Sat, 28 Jun 1997

Bill 'must protect' indigenous people

JAKARTA (JP): The future environment law should better protect indigenous people's land rights, sociologist Loekman Soetrisno said yesterday.

At a discussion on the environment bill at the Indonesian Legal Aid Foundation, Loekman of Gadjah Mada University said that poverty alleviation and other issues should also be incorporated into the bill.

The government-sponsored environment bill submitted to the House for deliberation last April seeks to amend the outdated 1982 Environment Law.

"The law should guarantee that indigenous people will not be marginalized in the course of local development," said Loekman, also head of Gadjah Mada University's Center for Research on Rural and Regional Development.

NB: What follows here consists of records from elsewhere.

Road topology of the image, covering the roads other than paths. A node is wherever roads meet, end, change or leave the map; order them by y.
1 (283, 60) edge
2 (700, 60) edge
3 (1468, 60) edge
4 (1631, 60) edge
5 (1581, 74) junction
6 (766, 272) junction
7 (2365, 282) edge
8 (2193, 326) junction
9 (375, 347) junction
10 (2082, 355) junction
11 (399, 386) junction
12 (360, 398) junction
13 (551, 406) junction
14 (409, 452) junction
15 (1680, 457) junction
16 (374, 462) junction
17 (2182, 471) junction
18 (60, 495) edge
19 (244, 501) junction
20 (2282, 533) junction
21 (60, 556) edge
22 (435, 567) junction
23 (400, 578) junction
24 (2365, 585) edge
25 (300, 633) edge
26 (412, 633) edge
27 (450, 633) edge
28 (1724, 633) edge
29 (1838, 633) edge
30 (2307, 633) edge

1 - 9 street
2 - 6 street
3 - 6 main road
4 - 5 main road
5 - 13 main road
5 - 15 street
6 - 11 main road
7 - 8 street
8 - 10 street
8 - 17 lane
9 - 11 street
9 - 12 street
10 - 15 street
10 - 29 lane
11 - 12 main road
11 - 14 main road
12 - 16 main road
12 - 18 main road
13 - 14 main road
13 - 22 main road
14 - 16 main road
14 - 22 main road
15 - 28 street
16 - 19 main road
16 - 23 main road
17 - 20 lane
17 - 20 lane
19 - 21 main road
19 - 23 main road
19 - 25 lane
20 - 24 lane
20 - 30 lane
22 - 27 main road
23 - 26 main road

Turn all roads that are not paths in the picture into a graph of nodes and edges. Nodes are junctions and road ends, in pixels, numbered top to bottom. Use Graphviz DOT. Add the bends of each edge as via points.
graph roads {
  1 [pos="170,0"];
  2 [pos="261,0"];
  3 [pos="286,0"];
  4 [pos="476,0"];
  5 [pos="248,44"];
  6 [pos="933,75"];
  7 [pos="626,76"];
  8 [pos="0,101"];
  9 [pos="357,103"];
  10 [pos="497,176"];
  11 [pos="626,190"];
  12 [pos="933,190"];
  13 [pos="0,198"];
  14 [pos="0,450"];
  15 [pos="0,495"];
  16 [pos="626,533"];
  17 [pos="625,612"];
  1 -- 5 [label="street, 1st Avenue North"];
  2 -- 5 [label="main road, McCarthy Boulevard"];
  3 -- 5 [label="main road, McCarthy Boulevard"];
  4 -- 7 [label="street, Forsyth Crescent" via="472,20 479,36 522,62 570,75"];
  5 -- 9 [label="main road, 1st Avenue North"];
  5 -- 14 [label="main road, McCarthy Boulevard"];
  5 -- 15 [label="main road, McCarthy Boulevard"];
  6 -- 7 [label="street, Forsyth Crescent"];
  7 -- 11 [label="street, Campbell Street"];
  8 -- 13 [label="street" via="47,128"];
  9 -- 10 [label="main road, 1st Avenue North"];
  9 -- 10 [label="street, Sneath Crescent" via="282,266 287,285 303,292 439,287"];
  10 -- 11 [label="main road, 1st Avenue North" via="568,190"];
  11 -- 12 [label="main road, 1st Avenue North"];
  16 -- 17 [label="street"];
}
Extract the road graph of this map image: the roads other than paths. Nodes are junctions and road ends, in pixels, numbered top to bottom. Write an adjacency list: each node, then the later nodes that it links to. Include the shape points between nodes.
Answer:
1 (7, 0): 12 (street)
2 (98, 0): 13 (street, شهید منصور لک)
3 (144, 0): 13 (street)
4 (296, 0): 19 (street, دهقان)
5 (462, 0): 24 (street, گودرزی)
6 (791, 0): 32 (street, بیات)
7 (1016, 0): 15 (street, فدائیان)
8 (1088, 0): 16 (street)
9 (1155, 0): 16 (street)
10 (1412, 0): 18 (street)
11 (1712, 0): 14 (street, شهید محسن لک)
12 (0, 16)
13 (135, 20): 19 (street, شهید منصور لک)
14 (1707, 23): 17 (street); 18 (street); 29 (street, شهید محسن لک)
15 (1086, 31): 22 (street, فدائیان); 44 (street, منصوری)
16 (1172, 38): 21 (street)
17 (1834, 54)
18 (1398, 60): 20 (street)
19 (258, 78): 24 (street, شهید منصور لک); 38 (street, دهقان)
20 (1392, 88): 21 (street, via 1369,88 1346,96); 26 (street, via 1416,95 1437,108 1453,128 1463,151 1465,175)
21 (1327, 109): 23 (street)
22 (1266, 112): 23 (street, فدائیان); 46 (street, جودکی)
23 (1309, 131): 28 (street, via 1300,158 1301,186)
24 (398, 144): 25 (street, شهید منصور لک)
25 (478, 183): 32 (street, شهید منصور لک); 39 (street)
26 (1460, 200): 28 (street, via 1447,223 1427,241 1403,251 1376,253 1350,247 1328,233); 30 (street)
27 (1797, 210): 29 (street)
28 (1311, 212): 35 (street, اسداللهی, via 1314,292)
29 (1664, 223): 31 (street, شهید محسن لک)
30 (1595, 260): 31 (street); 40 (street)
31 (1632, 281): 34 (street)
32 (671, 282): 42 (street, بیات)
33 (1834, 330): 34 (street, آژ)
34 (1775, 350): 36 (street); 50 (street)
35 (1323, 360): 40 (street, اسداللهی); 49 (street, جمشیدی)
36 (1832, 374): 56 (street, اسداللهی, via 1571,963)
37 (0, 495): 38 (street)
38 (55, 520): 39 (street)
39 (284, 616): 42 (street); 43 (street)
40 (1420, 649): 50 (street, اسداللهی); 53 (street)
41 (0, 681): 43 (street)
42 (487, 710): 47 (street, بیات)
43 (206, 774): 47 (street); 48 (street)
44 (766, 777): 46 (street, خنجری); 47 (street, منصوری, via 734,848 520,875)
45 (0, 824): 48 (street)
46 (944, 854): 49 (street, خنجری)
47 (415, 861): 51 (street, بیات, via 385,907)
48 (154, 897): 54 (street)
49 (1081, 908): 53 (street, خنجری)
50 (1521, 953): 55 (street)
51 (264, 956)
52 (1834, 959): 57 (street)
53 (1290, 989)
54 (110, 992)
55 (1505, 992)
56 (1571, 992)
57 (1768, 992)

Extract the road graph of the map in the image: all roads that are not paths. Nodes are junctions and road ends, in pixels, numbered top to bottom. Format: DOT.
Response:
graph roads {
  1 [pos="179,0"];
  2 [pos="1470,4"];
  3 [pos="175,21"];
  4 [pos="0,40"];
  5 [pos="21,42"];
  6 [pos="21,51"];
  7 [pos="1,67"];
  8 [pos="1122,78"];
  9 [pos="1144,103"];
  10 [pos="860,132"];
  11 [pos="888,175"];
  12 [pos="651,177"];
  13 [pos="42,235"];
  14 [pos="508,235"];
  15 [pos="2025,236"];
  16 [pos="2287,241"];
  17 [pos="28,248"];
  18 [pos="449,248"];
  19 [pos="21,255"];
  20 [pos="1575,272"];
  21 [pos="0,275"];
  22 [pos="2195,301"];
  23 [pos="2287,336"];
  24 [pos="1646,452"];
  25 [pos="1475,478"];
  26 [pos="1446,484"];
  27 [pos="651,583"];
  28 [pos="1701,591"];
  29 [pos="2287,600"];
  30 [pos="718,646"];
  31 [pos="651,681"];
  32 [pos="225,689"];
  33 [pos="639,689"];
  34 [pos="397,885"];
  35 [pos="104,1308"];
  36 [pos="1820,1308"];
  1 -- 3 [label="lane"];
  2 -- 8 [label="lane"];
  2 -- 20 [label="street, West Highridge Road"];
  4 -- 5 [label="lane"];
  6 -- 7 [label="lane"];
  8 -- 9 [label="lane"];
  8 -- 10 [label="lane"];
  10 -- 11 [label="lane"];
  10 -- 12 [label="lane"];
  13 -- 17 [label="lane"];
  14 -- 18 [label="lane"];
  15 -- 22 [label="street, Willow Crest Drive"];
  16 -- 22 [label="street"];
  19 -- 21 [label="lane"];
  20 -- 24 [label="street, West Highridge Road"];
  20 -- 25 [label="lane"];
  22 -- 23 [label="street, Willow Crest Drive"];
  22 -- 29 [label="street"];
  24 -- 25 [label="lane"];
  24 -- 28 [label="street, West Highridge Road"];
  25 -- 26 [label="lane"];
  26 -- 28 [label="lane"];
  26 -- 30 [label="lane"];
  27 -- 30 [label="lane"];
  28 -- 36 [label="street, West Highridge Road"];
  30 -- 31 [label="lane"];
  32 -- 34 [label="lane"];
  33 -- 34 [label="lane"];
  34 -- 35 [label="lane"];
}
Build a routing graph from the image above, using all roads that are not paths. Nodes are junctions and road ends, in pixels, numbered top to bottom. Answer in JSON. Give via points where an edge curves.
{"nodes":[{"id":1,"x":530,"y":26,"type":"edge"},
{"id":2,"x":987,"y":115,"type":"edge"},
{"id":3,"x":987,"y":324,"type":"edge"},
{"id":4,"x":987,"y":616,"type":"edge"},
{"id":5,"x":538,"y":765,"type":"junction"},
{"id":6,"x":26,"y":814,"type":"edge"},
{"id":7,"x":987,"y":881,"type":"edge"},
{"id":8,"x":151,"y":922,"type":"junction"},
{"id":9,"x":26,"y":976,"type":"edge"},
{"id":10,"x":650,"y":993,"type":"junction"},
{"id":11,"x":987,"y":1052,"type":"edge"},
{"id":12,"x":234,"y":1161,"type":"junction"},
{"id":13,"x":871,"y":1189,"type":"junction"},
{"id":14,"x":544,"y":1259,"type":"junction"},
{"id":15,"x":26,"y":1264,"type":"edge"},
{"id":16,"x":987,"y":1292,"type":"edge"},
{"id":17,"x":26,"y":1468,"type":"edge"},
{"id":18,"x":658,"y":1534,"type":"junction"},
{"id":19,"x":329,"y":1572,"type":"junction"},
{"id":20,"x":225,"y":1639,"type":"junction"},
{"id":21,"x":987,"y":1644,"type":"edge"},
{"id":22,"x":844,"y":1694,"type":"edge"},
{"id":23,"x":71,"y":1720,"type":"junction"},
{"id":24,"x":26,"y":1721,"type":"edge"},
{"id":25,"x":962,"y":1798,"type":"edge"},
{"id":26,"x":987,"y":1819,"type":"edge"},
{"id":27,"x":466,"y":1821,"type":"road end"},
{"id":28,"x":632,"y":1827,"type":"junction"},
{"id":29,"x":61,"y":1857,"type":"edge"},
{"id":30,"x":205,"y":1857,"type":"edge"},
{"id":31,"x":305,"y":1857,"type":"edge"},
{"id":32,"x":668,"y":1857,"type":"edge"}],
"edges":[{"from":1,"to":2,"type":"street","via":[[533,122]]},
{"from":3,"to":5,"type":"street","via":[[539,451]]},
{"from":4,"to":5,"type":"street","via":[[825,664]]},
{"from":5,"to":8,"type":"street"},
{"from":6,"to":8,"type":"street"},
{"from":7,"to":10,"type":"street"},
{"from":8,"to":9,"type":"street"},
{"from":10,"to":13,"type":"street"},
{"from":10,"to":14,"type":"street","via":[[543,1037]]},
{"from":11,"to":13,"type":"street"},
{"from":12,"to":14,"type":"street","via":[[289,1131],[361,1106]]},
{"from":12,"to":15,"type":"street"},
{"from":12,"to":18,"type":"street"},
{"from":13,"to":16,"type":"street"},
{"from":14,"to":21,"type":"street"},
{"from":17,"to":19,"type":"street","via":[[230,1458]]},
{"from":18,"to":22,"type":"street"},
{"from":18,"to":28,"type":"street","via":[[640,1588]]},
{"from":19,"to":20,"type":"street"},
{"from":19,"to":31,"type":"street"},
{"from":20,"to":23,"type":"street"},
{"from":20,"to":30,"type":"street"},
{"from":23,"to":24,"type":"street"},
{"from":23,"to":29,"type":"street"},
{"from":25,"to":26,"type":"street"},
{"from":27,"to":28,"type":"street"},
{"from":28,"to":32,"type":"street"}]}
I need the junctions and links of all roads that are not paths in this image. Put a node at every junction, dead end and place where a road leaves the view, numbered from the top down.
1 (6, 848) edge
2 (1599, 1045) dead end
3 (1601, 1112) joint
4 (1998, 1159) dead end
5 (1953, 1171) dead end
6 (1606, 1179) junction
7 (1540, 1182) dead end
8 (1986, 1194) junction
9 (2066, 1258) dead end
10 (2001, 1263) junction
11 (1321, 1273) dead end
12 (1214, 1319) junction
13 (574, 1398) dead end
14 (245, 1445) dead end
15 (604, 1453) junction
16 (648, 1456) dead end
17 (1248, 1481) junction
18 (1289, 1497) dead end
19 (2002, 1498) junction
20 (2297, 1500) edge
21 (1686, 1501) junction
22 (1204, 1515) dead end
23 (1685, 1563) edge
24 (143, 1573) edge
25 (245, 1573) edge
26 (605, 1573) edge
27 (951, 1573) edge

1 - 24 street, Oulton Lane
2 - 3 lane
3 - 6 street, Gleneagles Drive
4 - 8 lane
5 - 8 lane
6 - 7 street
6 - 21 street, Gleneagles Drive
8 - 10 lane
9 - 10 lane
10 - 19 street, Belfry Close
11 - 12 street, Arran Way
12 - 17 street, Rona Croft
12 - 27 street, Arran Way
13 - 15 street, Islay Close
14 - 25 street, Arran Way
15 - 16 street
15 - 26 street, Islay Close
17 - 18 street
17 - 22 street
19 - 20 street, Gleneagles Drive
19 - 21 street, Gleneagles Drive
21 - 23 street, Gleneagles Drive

Loekman said that existing laws, such as the 1972 Law on Transmigration, the 1967 Law on Forestry and the 1967 law and Government Regulation No. 23/1982 on Irrigation, only addressed issues concerning each particular ministry.

"All these laws protect sectoral interests while people's interest are always sacrificed," he said.

"They contradict the 1960 Agrarian Law which should be the basis for making laws concerning natural resources management."

Loekman hailed the agrarian law as "progressive," particularly for giving people the legal right to own land.

"The agrarian law also explains the social function of land, which requires citizens to make use of their land according to environmental protection principles," he said.

Loekman said that, as long as the existing laws and the next environment law failed to refer to the agrarian law, the country's natural resources management problems would remain.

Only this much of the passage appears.